I suppose it was the bizarre nature of the film that drew a lot of people out to the VMFA theater at 10:30 on a Saturday morning.

Or maybe documentary lovers can do without a weekend sleep-in (nah, as I can attest, that can't be it).

Director Francoise Romand uses the two women as well as their surviving parents (one father had died) and siblings to share their memories of events.

One mother had sensed from the beginning that her daughter was not her own, but the other wanted no part of such thoughts.

They were an interesting contrast in motherhood; the one who refused to consider the possibility of a mix-up loved her daughter unconditionally, but the better educated mother who suspected the truth was never able to love or treat the daughter she got the same as her other children.
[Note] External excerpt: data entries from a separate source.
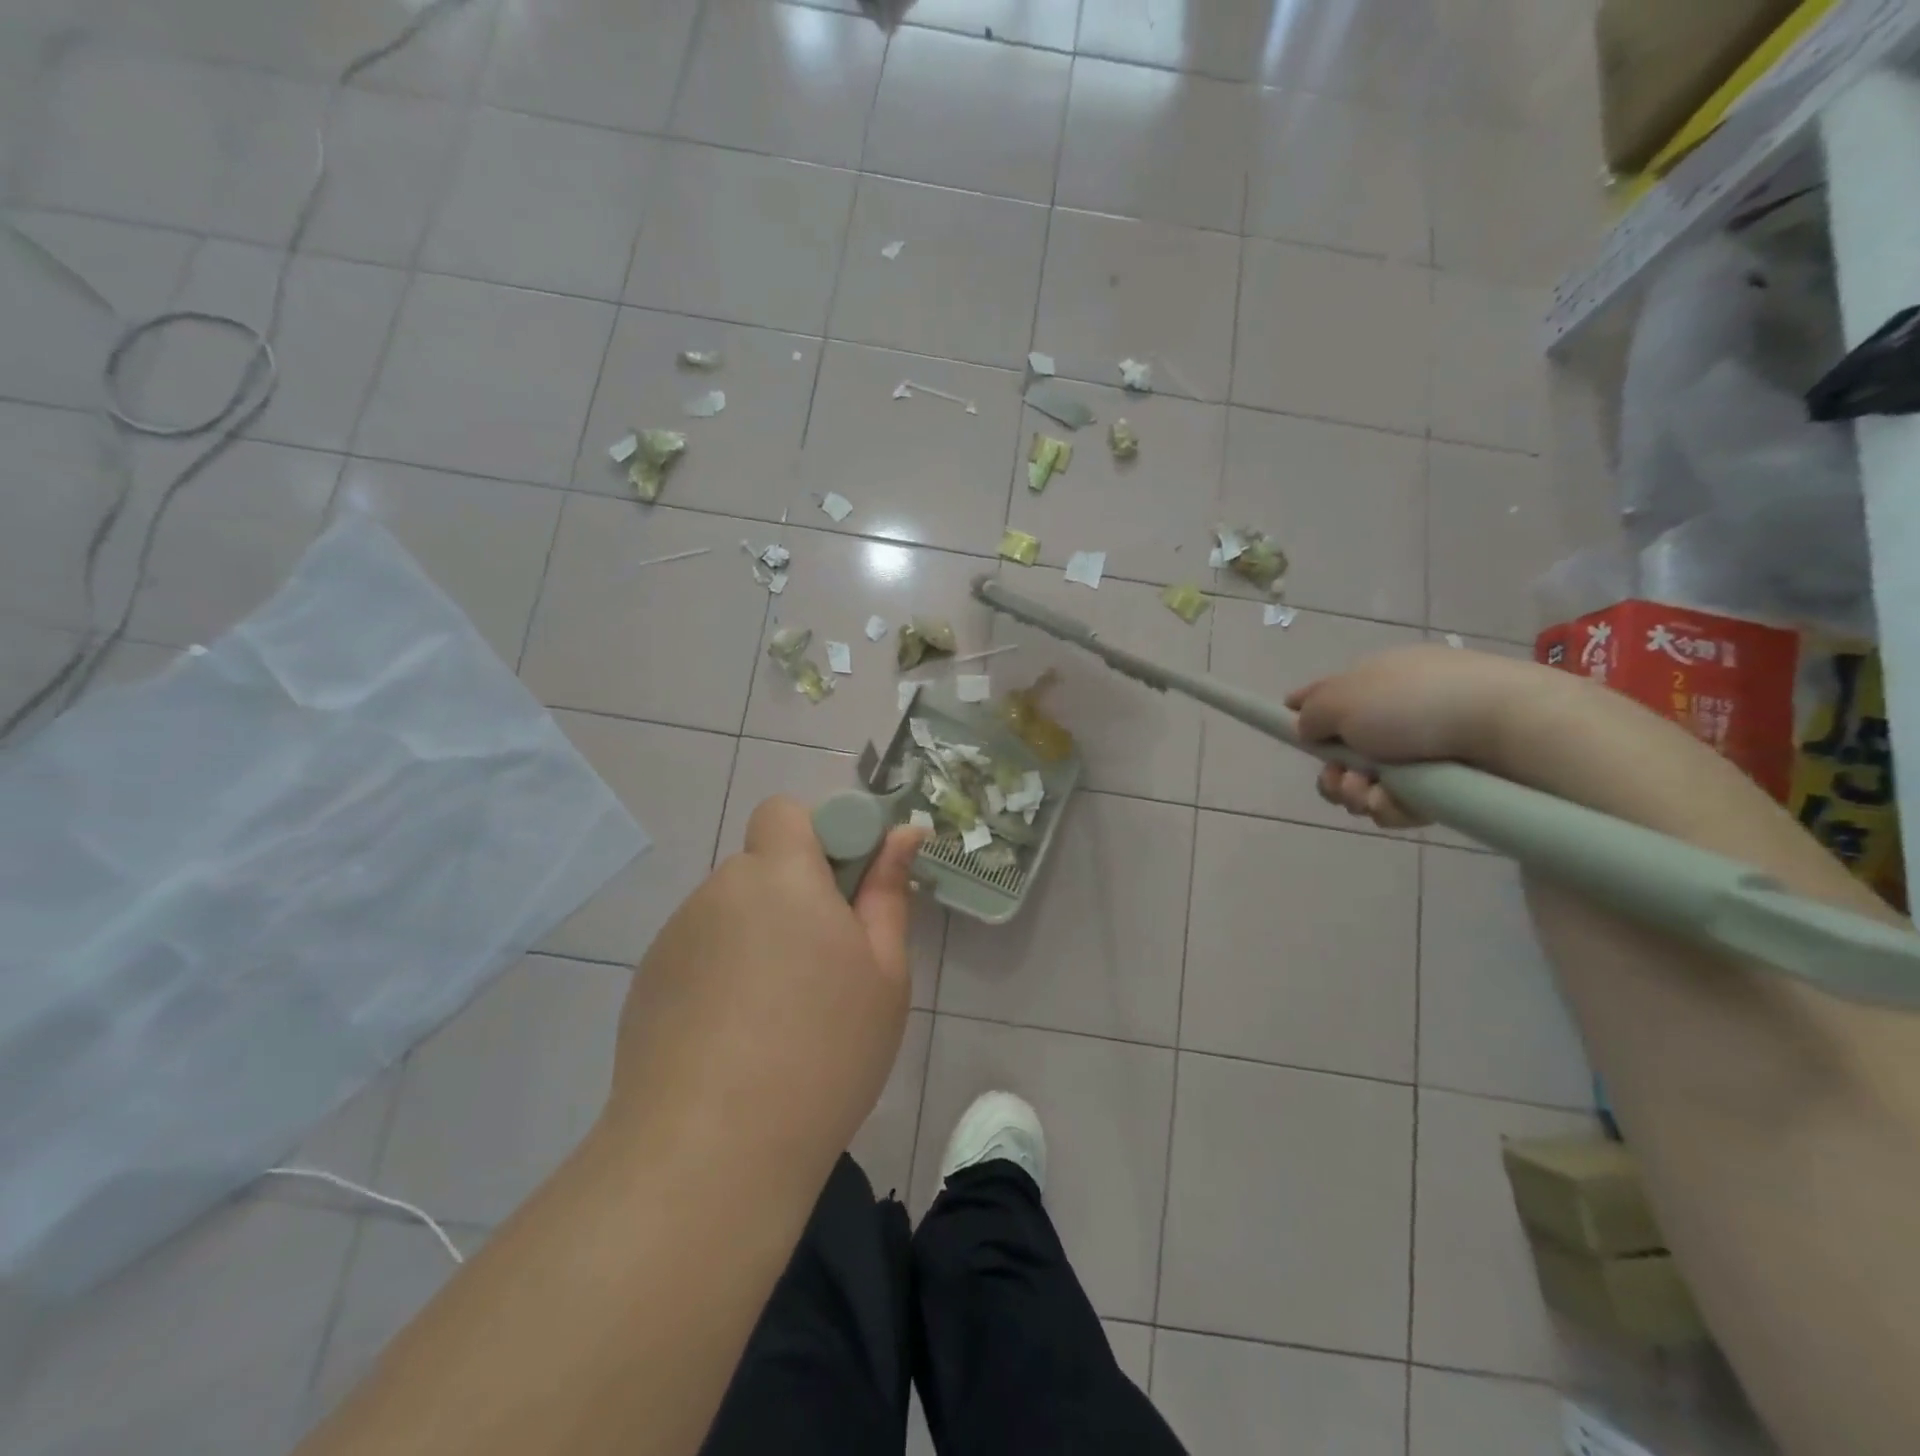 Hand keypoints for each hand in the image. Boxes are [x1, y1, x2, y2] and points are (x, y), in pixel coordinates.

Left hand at [602, 795, 926, 1180]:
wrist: (710, 1155)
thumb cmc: (823, 1051)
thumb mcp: (883, 973)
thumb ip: (888, 892)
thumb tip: (903, 834)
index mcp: (779, 876)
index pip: (786, 812)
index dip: (819, 835)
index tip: (845, 890)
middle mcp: (719, 891)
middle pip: (762, 865)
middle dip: (795, 893)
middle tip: (825, 963)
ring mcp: (675, 938)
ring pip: (731, 911)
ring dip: (759, 935)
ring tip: (780, 1015)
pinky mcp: (647, 983)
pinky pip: (700, 953)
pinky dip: (723, 972)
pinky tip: (736, 1039)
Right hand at [1286, 644, 1548, 830]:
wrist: (1509, 728)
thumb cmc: (1413, 704)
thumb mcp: (1340, 698)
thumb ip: (1309, 715)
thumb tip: (1307, 728)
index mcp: (1374, 681)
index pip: (1326, 696)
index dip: (1303, 716)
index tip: (1295, 734)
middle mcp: (1397, 712)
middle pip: (1342, 752)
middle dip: (1334, 773)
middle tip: (1342, 780)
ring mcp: (1424, 748)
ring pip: (1368, 783)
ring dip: (1358, 794)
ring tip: (1372, 795)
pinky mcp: (1448, 782)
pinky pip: (1402, 802)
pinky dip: (1392, 807)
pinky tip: (1398, 805) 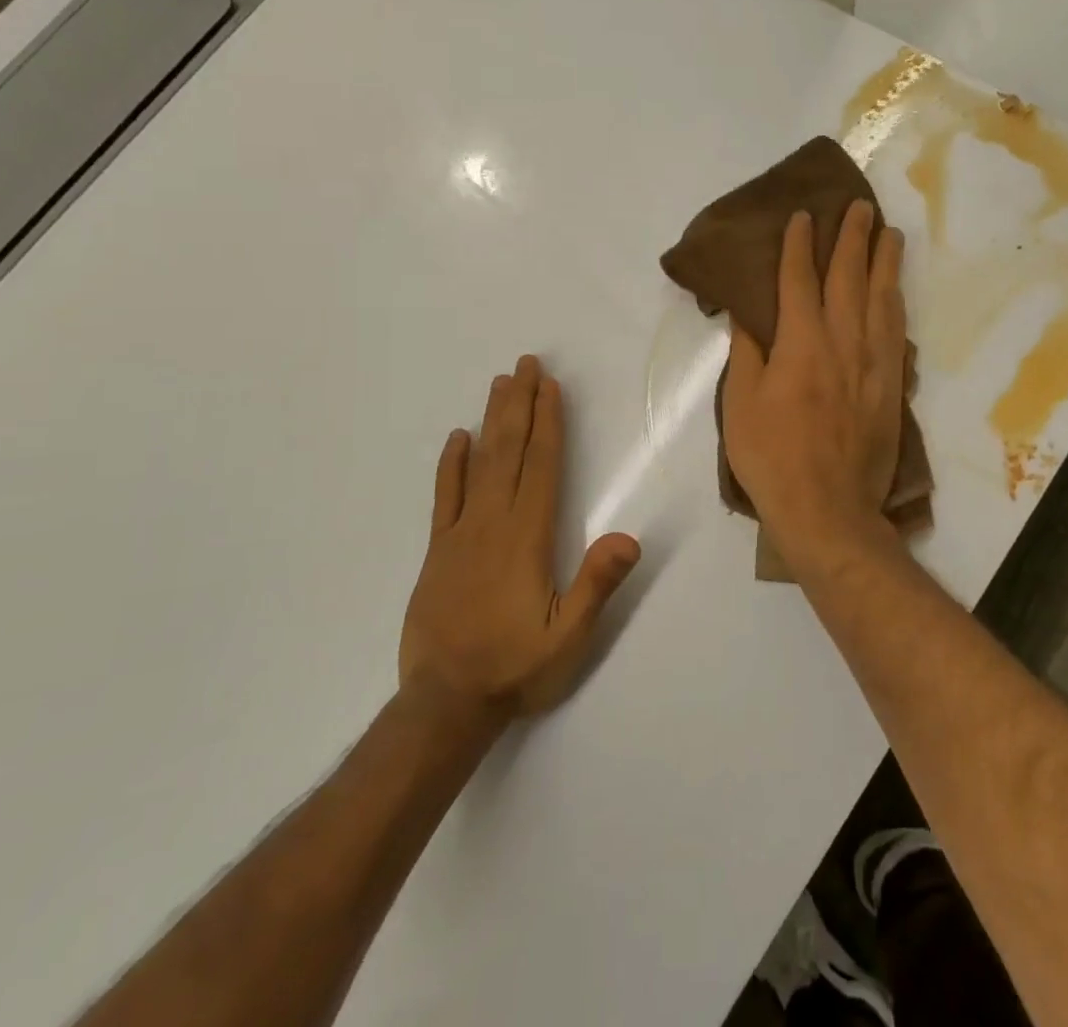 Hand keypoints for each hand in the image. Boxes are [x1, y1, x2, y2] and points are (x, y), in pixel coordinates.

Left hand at [399, 355, 640, 717]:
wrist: (445, 703)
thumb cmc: (515, 667)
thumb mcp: (569, 637)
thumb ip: (597, 585)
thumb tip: (629, 536)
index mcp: (528, 536)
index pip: (542, 465)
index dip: (549, 423)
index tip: (550, 386)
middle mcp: (494, 522)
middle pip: (510, 450)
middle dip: (521, 404)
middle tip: (526, 364)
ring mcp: (461, 533)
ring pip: (479, 463)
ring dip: (492, 420)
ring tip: (500, 383)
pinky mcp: (439, 550)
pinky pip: (445, 496)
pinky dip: (451, 464)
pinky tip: (457, 438)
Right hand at [722, 202, 907, 545]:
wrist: (828, 509)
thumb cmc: (771, 457)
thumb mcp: (740, 404)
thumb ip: (747, 354)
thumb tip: (748, 315)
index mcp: (800, 344)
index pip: (798, 281)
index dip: (798, 245)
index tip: (802, 216)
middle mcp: (842, 343)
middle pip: (849, 278)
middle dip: (852, 238)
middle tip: (860, 206)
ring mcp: (873, 363)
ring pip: (881, 299)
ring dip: (884, 262)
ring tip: (889, 233)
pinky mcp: (892, 386)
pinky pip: (897, 332)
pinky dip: (896, 304)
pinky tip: (896, 292) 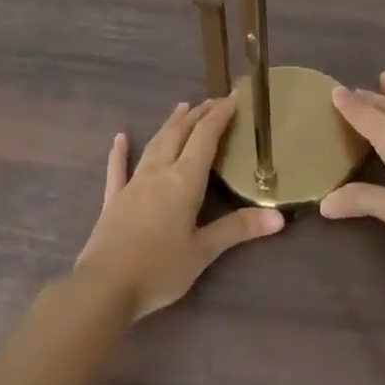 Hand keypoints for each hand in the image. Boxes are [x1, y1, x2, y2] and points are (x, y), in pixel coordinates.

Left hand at [76, 97, 284, 320]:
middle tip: (213, 100)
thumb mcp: (204, 251)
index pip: (206, 138)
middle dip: (199, 115)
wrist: (104, 287)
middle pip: (180, 134)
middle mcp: (159, 173)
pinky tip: (120, 138)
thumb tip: (279, 217)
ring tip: (182, 107)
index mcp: (184, 181)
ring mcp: (133, 184)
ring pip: (155, 145)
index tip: (234, 97)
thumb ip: (238, 229)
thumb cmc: (160, 269)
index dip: (220, 115)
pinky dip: (120, 152)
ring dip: (170, 124)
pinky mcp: (113, 200)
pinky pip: (118, 169) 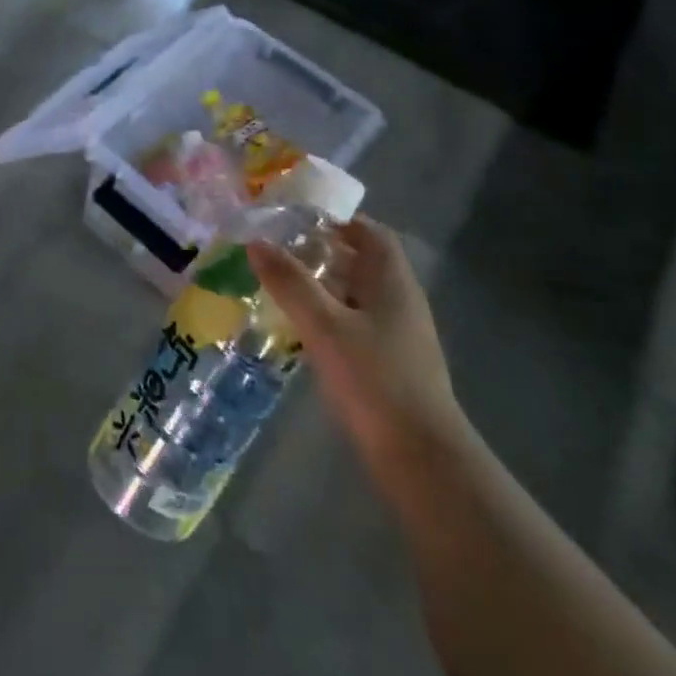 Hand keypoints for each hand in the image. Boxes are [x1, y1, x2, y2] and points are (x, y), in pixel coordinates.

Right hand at [248, 218, 467, 475]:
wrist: (420, 456)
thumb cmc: (374, 379)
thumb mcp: (324, 325)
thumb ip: (289, 282)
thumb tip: (255, 241)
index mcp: (392, 282)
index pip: (371, 233)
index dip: (337, 220)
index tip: (296, 218)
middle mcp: (400, 301)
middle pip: (363, 262)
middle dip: (323, 251)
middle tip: (279, 250)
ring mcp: (398, 335)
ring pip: (357, 294)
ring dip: (323, 284)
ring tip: (281, 284)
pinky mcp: (389, 363)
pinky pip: (355, 323)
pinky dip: (328, 314)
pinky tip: (301, 327) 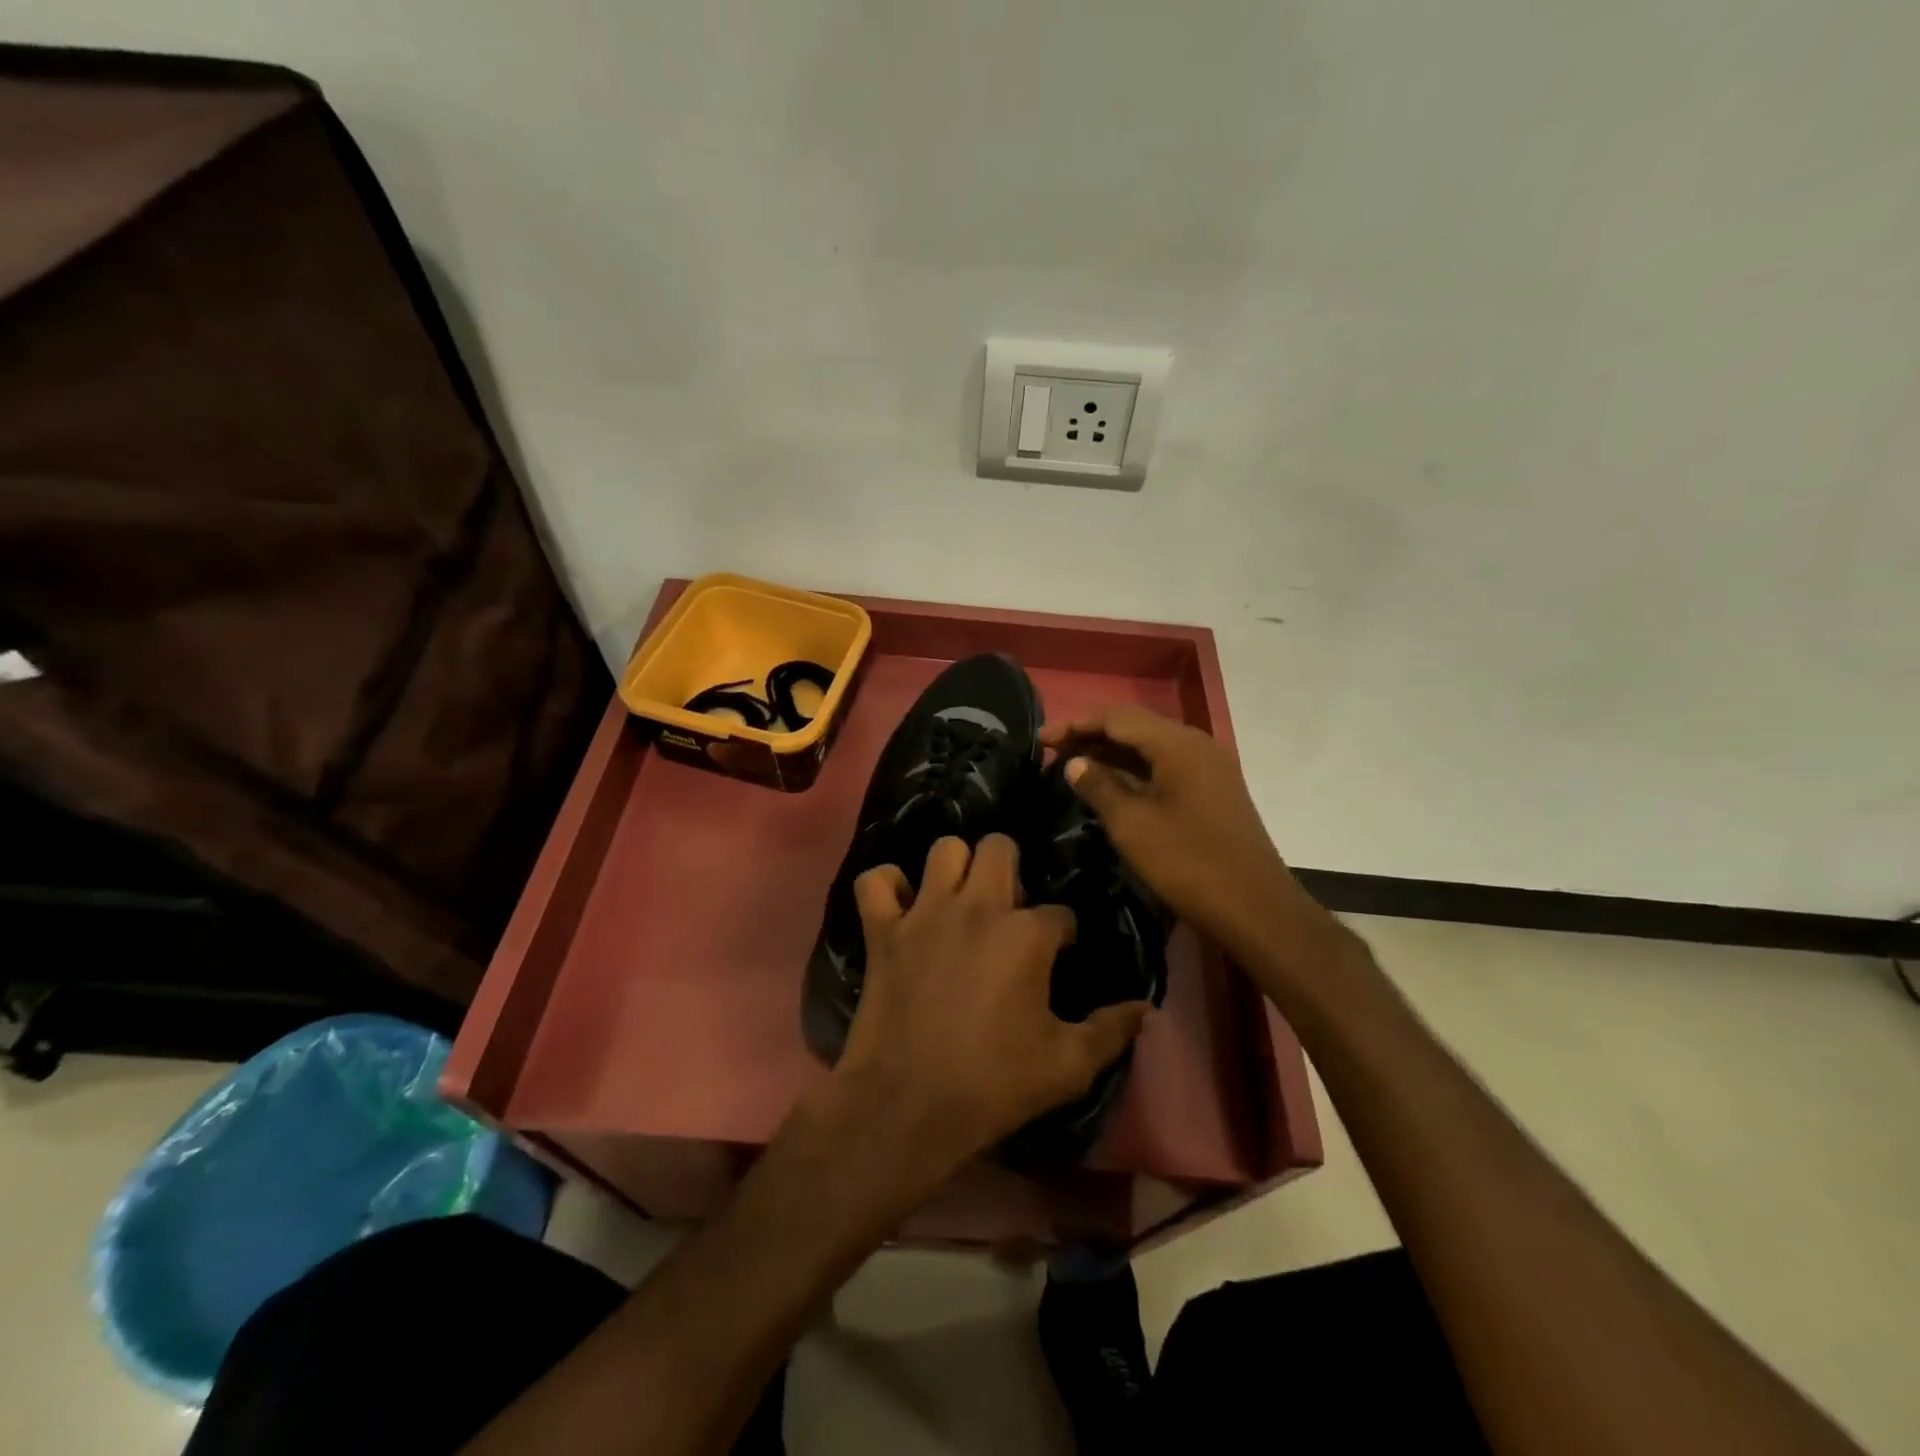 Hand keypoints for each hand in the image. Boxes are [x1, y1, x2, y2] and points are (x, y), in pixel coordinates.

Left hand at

And, of course, children sense these things.

The film, made in 1985, was Romand's first and as such, a remarkable piece of documentary film making.

As the women involved talked about their feelings and memories of events, their deepest issues were revealed.

One had always felt that she belonged in a large family (like her biological one) and one always felt like she had the wrong physical features to be in the family she was raised in.

It was like watching time-lapse psycho-analysis of two understandably-scarred people.

Like any good documentary, there were no pat Hollywood happy endings.

How could there be?

Lives had been irrevocably altered by circumstance, something that happens to all of us.

Credit goes to Romand for making the film while almost all of the parties were still alive and able to tell their sides of it, heartbreaking as they were.

The bad '80s clothing and hairstyles were an unintended comic bonus.

Further credit goes to Jonathan Rosenbaum for choosing this little-known gem for Richmond to see.

I need to investigate this guy's must-see film list.

And extra credit goes to the James River Film Festival for eighteen years of presenting film lovers with  the obscure, the important and the offbeat.

I don't get up early for just anybody on a Saturday morning.

No regrets, JRFF.

And a special thanks goes to the man about town, who got down on one knee, kissed my hand and complimented my brightness on this gun-metal gray day.

That, too, was worth getting up for.